Among the lines of the entries below, count those containing the word "then" and answer with the number only.

(RECORDS PROVIDED Opens)

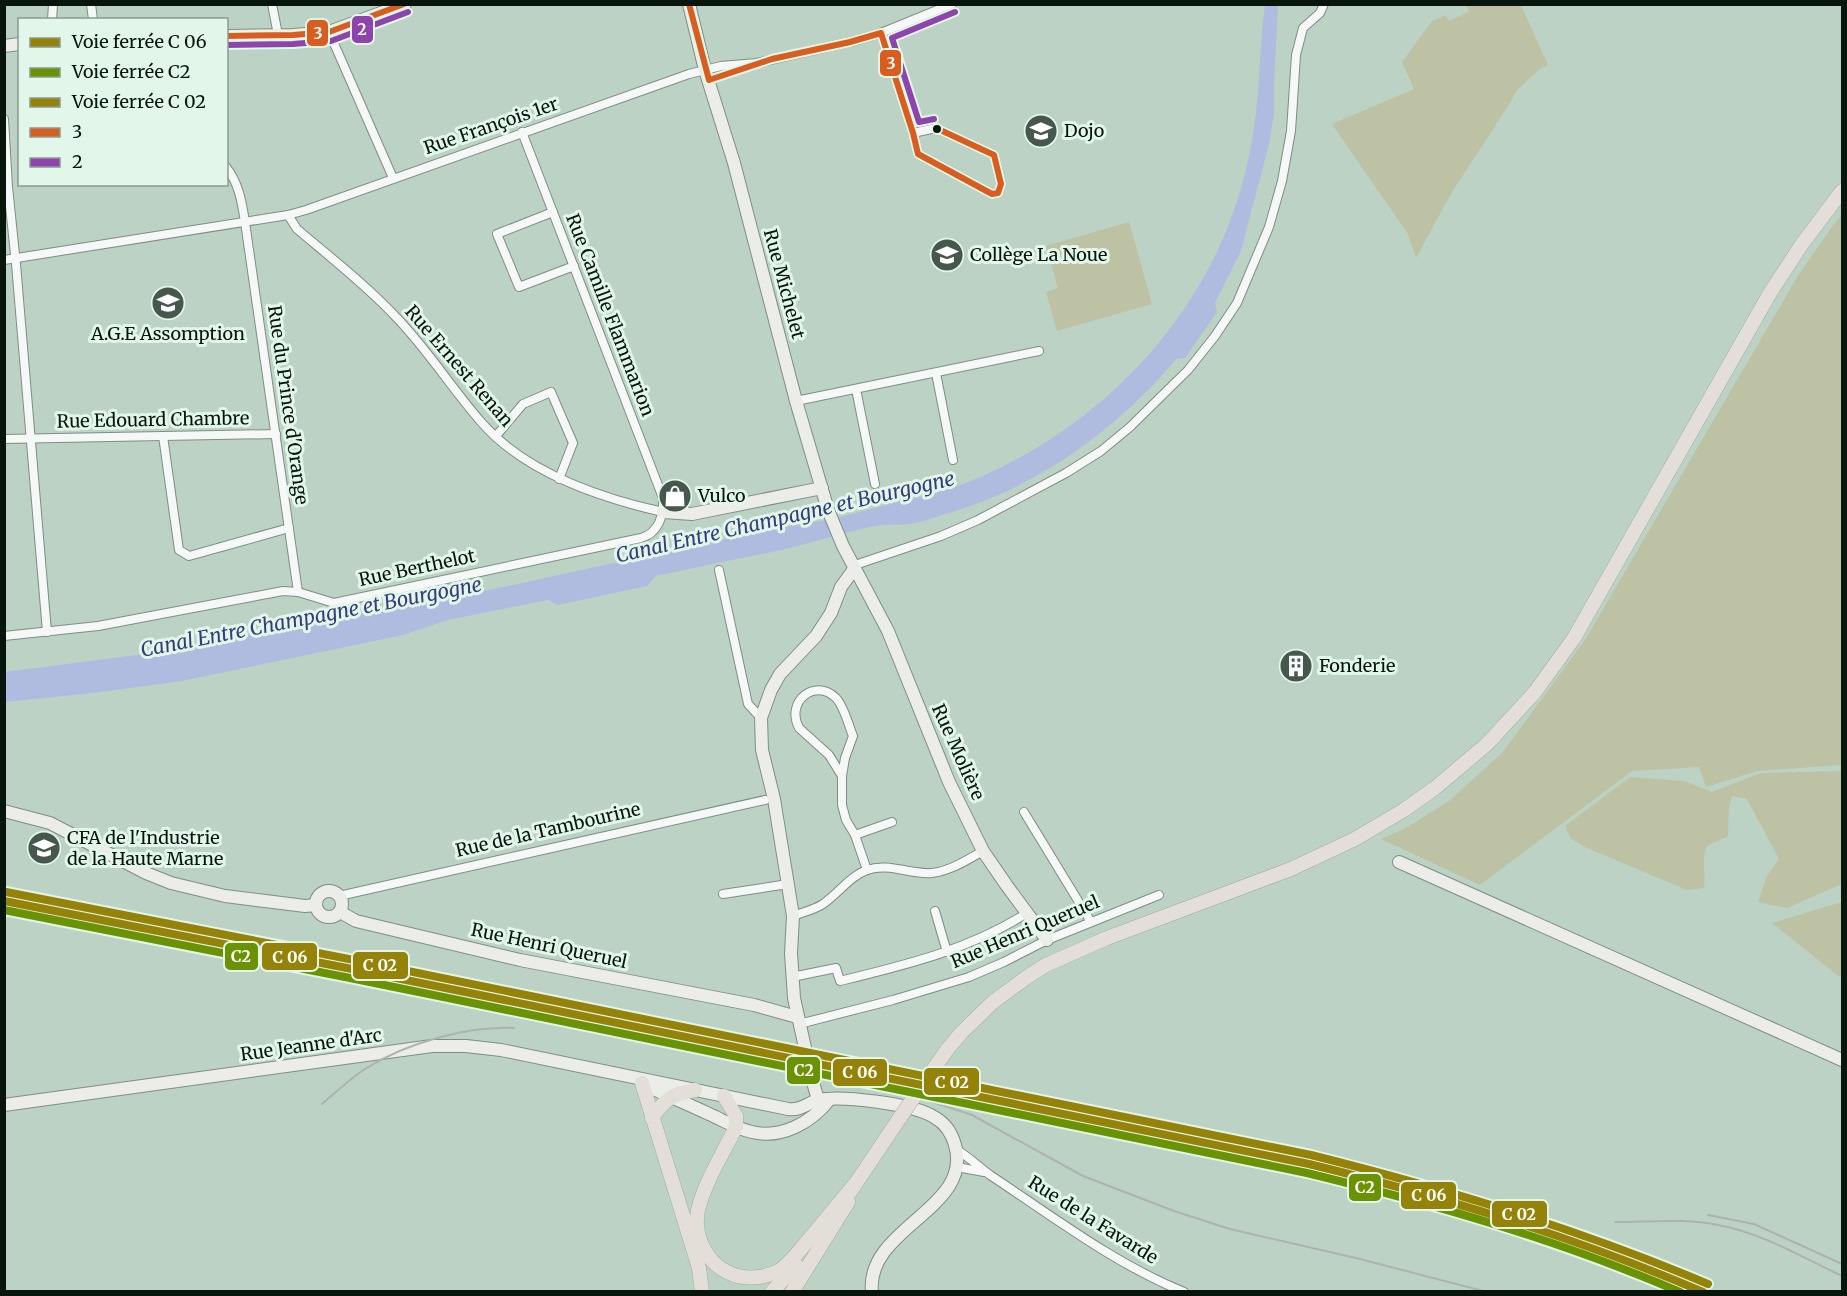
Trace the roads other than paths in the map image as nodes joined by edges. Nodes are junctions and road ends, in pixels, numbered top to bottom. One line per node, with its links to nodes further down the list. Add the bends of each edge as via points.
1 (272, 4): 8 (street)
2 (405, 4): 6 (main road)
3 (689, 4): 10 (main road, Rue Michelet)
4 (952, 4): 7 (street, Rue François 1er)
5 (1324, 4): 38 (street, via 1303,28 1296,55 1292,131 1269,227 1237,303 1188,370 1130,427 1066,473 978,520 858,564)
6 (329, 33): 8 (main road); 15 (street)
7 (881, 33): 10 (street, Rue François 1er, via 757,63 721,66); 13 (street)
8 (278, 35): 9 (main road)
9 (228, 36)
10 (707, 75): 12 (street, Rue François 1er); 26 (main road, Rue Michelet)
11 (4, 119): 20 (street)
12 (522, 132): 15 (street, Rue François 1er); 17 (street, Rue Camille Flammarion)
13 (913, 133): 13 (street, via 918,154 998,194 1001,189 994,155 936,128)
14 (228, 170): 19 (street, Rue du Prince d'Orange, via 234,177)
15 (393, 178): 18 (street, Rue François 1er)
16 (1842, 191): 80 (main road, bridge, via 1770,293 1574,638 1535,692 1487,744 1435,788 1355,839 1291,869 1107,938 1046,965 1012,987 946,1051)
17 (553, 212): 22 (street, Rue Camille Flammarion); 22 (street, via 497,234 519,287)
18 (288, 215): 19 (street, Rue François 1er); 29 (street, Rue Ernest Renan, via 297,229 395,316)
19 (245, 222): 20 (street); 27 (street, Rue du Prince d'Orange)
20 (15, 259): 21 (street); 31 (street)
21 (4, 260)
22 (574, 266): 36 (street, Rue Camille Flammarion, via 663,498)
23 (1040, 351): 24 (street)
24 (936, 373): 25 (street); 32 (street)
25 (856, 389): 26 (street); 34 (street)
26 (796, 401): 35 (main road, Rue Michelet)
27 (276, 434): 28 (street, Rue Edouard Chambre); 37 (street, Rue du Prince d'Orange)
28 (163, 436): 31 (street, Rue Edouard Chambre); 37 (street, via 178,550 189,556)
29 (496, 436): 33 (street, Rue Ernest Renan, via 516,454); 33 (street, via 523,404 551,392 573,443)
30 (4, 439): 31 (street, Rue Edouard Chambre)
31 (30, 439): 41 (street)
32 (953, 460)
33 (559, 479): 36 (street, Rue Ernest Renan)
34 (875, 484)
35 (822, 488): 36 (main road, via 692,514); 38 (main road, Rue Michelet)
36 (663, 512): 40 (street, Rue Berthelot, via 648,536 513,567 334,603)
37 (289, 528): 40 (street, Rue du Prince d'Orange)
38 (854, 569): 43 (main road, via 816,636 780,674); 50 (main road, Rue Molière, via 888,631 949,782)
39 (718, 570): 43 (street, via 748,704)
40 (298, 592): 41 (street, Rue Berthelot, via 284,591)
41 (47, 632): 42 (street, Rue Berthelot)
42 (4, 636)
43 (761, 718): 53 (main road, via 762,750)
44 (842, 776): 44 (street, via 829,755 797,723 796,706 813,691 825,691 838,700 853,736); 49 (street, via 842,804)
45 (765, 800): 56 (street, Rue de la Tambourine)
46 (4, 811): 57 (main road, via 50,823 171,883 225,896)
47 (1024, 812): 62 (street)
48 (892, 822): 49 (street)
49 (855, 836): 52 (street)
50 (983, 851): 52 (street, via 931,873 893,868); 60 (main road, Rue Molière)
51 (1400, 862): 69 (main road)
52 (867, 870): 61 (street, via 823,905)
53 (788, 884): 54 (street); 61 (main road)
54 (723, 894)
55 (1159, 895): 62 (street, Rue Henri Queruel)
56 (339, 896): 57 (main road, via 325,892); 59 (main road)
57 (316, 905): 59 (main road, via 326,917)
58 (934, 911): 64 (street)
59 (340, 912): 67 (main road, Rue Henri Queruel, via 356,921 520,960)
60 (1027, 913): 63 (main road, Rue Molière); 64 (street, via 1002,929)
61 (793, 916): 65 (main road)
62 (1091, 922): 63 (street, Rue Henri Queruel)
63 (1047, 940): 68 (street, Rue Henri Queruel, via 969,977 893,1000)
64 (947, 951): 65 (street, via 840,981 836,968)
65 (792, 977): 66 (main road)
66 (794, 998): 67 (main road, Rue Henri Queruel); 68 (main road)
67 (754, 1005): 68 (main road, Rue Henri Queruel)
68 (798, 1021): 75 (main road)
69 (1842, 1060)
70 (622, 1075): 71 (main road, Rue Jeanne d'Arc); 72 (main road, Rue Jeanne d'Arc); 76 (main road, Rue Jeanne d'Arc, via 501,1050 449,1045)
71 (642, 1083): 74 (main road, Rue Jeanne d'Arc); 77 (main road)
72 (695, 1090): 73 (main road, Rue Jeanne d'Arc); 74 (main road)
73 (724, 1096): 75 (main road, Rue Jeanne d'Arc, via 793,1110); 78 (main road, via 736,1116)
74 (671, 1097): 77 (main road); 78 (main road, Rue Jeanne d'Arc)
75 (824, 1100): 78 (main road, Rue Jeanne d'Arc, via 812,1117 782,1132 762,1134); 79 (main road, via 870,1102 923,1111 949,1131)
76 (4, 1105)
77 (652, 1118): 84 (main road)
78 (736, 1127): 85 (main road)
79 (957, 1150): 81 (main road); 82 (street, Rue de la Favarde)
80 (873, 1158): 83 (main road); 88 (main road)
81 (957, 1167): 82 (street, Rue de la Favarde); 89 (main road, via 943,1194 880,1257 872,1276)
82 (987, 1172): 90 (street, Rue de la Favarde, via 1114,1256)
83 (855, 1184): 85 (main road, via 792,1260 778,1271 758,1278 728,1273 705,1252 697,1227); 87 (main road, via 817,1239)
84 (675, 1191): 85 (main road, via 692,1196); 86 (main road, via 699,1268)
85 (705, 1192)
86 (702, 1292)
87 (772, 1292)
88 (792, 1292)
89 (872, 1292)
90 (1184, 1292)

(RECORDS PROVIDED Closes)
(RECORDS PROVIDED Opens)

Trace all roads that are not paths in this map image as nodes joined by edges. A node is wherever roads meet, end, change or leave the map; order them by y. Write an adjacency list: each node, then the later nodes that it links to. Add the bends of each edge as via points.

(RECORDS PROVIDED Closes)
(RECORDS PROVIDED Opens)

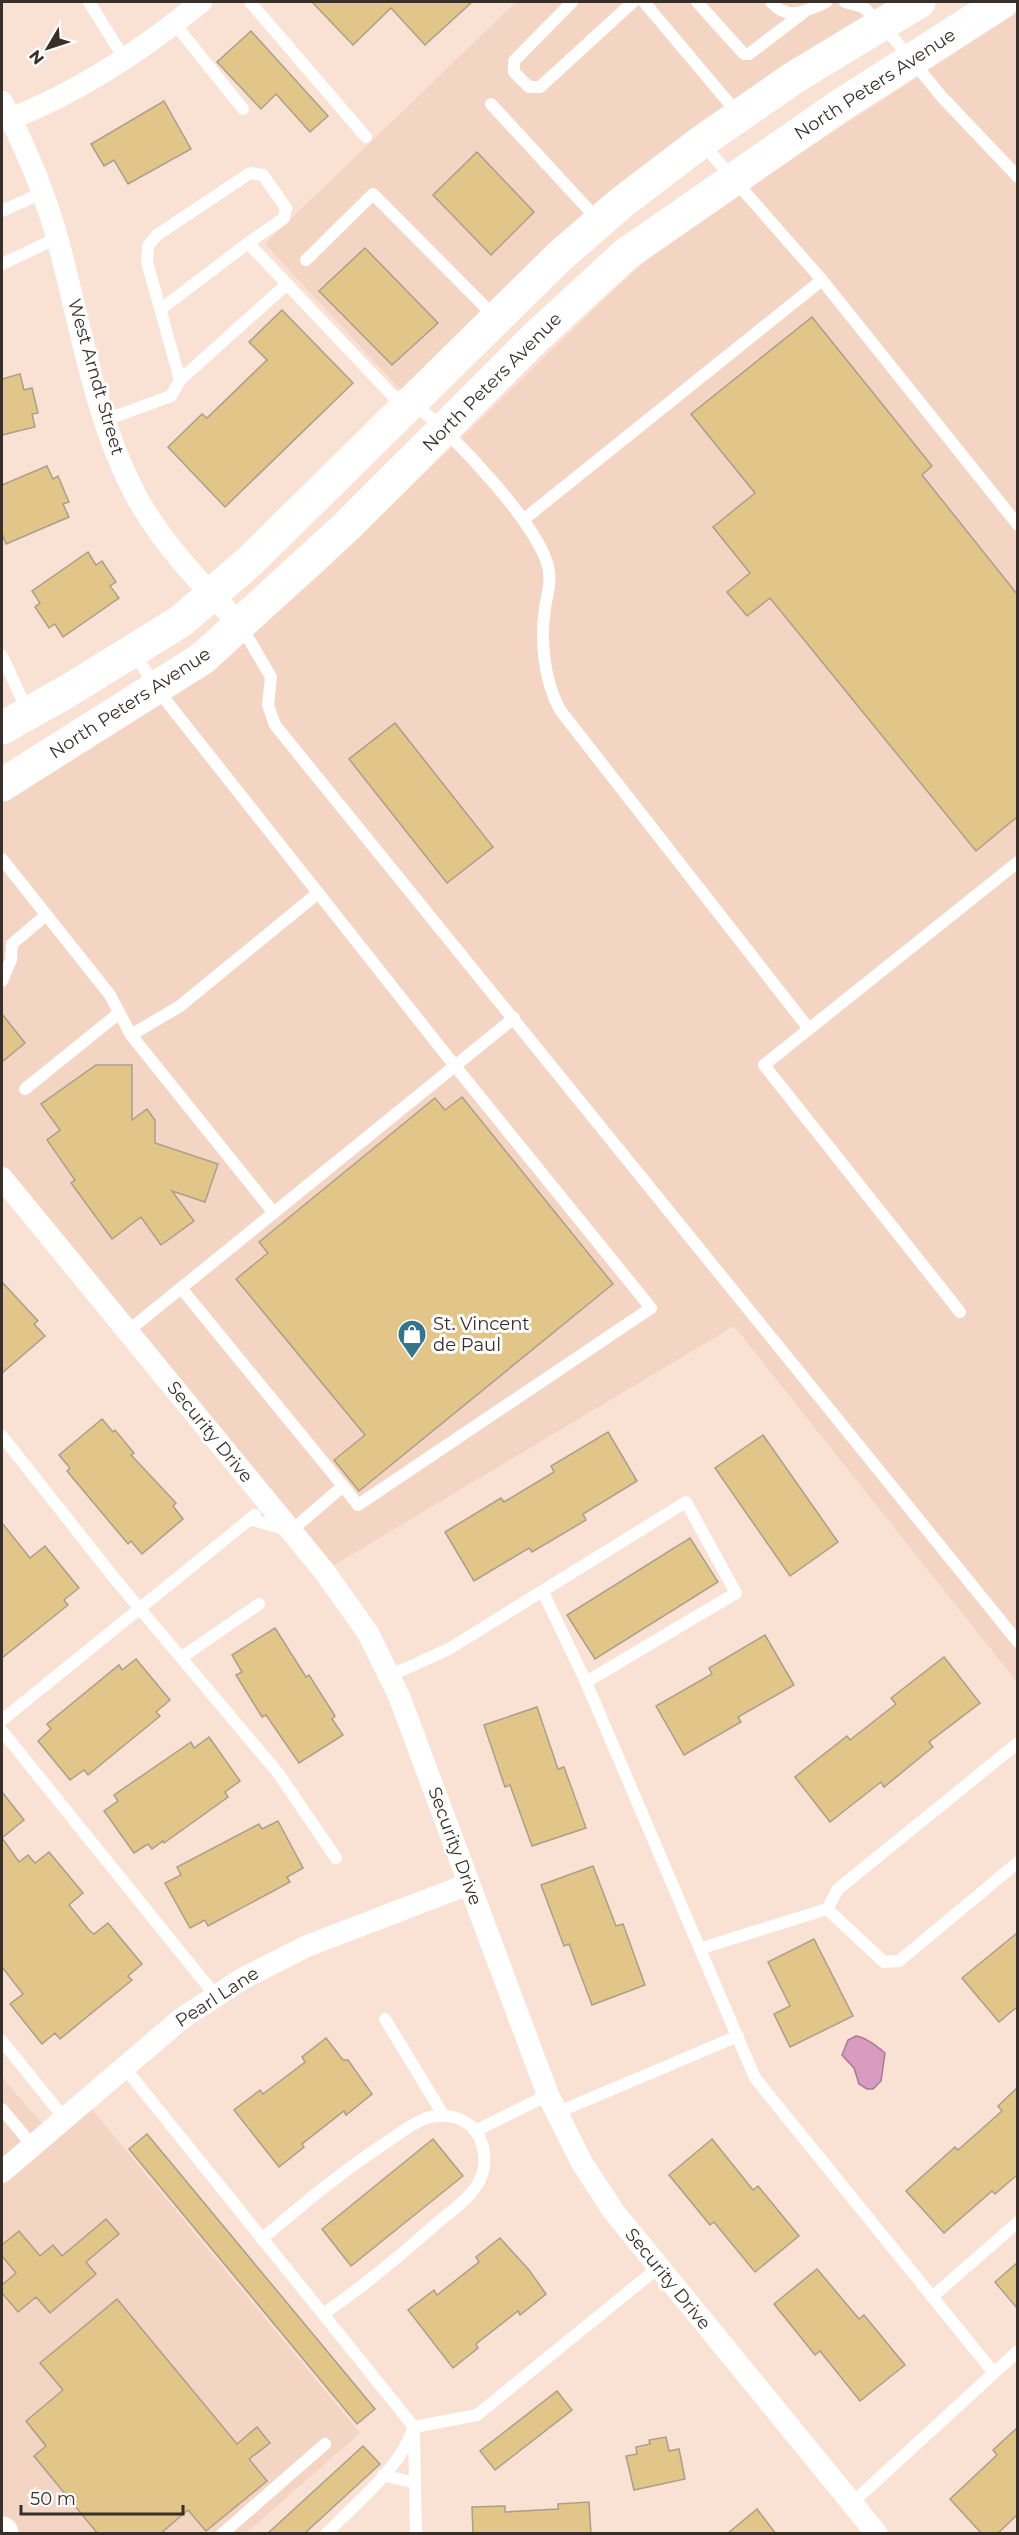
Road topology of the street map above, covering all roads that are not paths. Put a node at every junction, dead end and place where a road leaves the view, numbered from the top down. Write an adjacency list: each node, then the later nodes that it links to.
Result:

(RECORDS PROVIDED Closes)

REPLY TO THE TASK: 2